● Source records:
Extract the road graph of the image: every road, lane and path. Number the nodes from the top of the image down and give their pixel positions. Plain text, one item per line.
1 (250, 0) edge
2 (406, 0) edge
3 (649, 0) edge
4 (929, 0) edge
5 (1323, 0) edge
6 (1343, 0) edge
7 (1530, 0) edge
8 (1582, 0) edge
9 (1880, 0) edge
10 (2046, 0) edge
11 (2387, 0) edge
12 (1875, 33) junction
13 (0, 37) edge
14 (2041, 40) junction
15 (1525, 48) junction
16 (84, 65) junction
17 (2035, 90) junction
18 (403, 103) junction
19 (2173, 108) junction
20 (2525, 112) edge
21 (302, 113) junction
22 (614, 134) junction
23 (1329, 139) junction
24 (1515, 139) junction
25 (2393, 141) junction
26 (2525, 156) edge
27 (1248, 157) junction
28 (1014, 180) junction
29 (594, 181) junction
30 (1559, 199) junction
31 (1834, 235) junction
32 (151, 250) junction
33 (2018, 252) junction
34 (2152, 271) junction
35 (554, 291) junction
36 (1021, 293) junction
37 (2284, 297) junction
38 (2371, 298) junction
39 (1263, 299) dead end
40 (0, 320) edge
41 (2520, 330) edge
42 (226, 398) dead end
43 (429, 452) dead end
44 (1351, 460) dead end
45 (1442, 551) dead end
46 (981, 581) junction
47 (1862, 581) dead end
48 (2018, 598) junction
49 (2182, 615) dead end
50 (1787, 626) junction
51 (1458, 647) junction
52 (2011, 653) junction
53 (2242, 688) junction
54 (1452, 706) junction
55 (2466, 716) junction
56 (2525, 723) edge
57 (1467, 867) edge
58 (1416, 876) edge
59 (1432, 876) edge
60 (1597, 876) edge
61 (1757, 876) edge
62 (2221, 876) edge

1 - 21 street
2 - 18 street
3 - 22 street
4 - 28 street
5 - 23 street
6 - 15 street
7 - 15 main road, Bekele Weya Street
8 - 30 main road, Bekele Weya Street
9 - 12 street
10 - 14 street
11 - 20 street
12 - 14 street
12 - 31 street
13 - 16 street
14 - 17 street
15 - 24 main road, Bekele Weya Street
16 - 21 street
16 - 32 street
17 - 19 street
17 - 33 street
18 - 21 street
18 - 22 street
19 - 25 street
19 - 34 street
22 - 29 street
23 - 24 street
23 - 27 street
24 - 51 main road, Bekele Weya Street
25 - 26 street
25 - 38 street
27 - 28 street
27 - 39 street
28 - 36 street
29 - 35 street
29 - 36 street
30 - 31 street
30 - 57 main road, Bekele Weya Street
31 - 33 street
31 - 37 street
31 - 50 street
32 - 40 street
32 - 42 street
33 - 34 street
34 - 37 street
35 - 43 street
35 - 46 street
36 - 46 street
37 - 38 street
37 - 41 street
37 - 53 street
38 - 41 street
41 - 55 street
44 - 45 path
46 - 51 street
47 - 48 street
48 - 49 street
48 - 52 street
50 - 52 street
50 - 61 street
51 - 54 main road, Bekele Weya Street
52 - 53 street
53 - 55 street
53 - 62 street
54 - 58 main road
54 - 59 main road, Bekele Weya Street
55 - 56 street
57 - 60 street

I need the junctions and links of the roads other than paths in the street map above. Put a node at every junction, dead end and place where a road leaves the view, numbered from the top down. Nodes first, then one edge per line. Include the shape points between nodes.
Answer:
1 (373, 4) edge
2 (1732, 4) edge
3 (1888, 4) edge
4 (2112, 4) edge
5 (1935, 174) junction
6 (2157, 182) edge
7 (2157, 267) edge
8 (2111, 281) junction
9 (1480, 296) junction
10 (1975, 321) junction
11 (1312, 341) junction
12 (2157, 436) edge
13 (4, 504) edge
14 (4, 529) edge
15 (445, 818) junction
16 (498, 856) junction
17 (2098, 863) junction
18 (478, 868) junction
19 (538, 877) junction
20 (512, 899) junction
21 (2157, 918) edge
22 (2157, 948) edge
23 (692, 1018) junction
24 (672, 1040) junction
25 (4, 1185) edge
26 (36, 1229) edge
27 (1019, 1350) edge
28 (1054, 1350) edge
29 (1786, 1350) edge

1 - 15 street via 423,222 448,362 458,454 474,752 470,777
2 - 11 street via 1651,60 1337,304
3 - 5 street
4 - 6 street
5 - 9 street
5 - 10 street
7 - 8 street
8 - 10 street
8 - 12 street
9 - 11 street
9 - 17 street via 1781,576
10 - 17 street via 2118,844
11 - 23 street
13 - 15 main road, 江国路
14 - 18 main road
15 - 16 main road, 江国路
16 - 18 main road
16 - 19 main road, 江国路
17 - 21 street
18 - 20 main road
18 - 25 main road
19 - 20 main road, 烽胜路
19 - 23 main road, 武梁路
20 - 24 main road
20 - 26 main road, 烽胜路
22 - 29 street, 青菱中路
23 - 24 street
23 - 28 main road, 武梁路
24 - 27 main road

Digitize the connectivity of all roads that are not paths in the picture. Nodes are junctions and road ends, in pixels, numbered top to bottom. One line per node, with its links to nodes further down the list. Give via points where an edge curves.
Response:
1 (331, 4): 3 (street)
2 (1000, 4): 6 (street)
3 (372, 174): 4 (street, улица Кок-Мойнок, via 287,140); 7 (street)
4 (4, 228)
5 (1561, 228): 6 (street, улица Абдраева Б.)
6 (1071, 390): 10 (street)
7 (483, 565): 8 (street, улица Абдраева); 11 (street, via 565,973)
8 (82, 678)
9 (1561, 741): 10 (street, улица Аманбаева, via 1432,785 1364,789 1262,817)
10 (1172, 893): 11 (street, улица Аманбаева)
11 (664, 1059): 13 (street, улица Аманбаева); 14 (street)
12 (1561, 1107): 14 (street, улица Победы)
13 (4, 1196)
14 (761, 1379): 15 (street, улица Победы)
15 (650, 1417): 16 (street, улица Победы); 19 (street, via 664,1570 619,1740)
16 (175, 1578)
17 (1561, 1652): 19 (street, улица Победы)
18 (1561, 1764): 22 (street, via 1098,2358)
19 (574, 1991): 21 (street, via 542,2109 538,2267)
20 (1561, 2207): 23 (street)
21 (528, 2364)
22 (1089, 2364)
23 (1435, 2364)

● What the exercise asks: The full set of entries must be transcribed exactly.

● Task response:
Extract the road graph of the image: every road, lane and path. Number the nodes from the top of the image down and give their pixel positions. Plain text, one item per line.
1 (250, 0) edge
2 (406, 0) edge
3 (649, 0) edge
4 (929, 0) edge
5 (1323, 0) edge
6 (1343, 0) edge
7 (1530, 0) edge
8 (1582, 0) edge
9 (1880, 0) edge
10 (2046, 0) edge
11 (2387, 0) edge
12 (1875, 33) junction
13 (0, 37) edge
14 (2041, 40) junction
15 (1525, 48) junction
16 (84, 65) junction
17 (2035, 90) junction
18 (403, 103) junction
19 (2173, 108) junction
20 (2525, 112) edge
21 (302, 113) junction
22 (614, 134) junction
23 (1329, 139) junction
24 (1515, 139) junction
25 (2393, 141) junction
26 (2525, 156) edge
27 (1248, 157) junction
28 (1014, 180) junction
29 (594, 181) junction
30 (1559, 199) junction
31 (1834, 235) junction
32 (151, 250) junction
33 (2018, 252) junction
34 (2152, 271) junction
35 (554, 291) junction
36 (1021, 293) junction
37 (2284, 297) junction
38 (2371, 298) junction
39 (1263, 299) dead end
40 (0, 320) edge
41 (2520, 330) edge
42 (226, 398) dead end
43 (429, 452) dead end
44 (1351, 460) dead end
45 (1442, 551) dead end
46 (981, 581) junction
47 (1862, 581) dead end
48 (2018, 598) junction
49 (2182, 615) dead end
50 (1787, 626) junction
51 (1458, 647) junction
52 (2011, 653) junction
53 (2242, 688) junction
54 (1452, 706) junction
55 (2466, 716) junction
56 (2525, 723) edge
57 (1467, 867) edge
58 (1416, 876) edge
59 (1432, 876) edge
60 (1597, 876) edge
61 (1757, 876) edge
62 (2221, 876) edge

1 - 21 street
2 - 18 street
3 - 22 street
4 - 28 street
5 - 23 street
6 - 15 street
7 - 15 main road, Bekele Weya Street
8 - 30 main road, Bekele Weya Street
9 - 12 street
10 - 14 street
11 - 20 street
12 - 14 street
12 - 31 street
13 - 16 street
14 - 17 street
15 - 24 main road, Bekele Weya Street
16 - 21 street
16 - 32 street
17 - 19 street
17 - 33 street
18 - 21 street
18 - 22 street
19 - 25 street
19 - 34 street
22 - 29 street
23 - 24 street
23 - 27 street
24 - 51 main road, Bekele Weya Street
25 - 26 street
25 - 38 street
27 - 28 street
27 - 39 street
28 - 36 street
29 - 35 street
29 - 36 street
30 - 31 street
30 - 57 main road, Bekele Weya Street
31 - 33 street
31 - 37 street
31 - 50 street
32 - 40 street
32 - 42 street
33 - 34 street
34 - 37 street
35 - 43 street
35 - 46 street
36 - 46 street
37 - 38 street
37 - 41 street
37 - 53 street
38 - 41 street
41 - 55 street
44 - 45 path
46 - 51 street
47 - 48 street
48 - 49 street
48 - 52 street
50 - 52 street
50 - 61 street
51 - 54 main road, Bekele Weya Street
52 - 53 street
53 - 55 street
53 - 62 street
54 - 58 main road
54 - 59 main road, Bekele Weya Street
55 - 56 street
57 - 60 street

I need the junctions and links of the roads other than paths in the street map above. Put a node at every junction, dead end and place where a road leaves the view, numbered from the top down. Nodes first, then one edge per line. Include the shape points between nodes.
Answer:
1 (373, 4) edge
2 (1732, 4) edge
3 (1888, 4) edge
4 (2112, 4) edge
5 (1935, 174) junction
6 (2157, 182) edge
7 (2157, 267) edge
8 (2111, 281) junction
9 (1480, 296) junction
10 (1975, 321) junction
11 (1312, 341) junction
12 (2157, 436) edge
13 (4, 504) edge
14 (4, 529) edge
15 (445, 818) junction
16 (498, 856) junction
17 (2098, 863) junction
18 (478, 868) junction
19 (538, 877) junction
20 (512, 899) junction
21 (2157, 918) edge
22 (2157, 948) edge
23 (692, 1018) junction
24 (672, 1040) junction
25 (4, 1185) edge
26 (36, 1229) edge
27 (1019, 1350) edge
28 (1054, 1350) edge
29 (1786, 1350) edge

1 - 15 street via 423,222 448,362 458,454 474,752 470,777
2 - 11 street via 1651,60 1337,304
3 - 5 street
4 - 6 street
5 - 9 street
5 - 10 street
7 - 8 street
8 - 10 street
8 - 12 street
9 - 11 street
9 - 17 street via 1781,576
10 - 17 street via 2118,844
11 - 23 street
13 - 15 main road, 江国路
14 - 18 main road
15 - 16 main road, 江国路
16 - 18 main road
16 - 19 main road, 江国路
17 - 21 street
18 - 20 main road
18 - 25 main road
19 - 20 main road, 烽胜路
19 - 23 main road, 武梁路
20 - 24 main road
20 - 26 main road, 烽胜路
22 - 29 street, 青菱中路
23 - 24 street
23 - 28 main road, 武梁路
24 - 27 main road

Digitize the connectivity of all roads that are not paths in the picture. Nodes are junctions and road ends, in pixels, numbered top to bottom. One line per node, with its links to nodes further down the list. Give via points where an edge curves.
Response:
1 (331, 4): 3 (street)
2 (1000, 4): 6 (street)
3 (372, 174): 4 (street, улица Кок-Мойнок, via 287,140); 7 (street)
4 (4, 228)
5 (1561, 228): 6 (street, улица Абдраева Б.)
6 (1071, 390): 10 (street)
7 (483, 565): 8 (street, улица Абдраева); 11 (street, via 565,973)
8 (82, 678)
9 (1561, 741): 10 (street, улица Аманбаева, via 1432,785 1364,789 1262,817)
10 (1172, 893): 11 (street, улица Аманбаева)
11 (664, 1059): 13 (street, улица Аманбаева); 14 (street)
12 (1561, 1107): 14 (street, улица Победы)
13 (4, 1196)
14 (761, 1379): 15 (street, улица Победы)
15 (650, 1417): 16 (street, улица Победы); 19 (street, via 664,1570 619,1740)
16 (175, 1578)
17 (1561, 1652): 19 (street, улица Победы)
18 (1561, 1764): 22 (street, via 1098,2358)
19 (574, 1991): 21 (street, via 542,2109 538,2267)
20 (1561, 2207): 23 (street)
21 (528, 2364)
22 (1089, 2364)
23 (1435, 2364)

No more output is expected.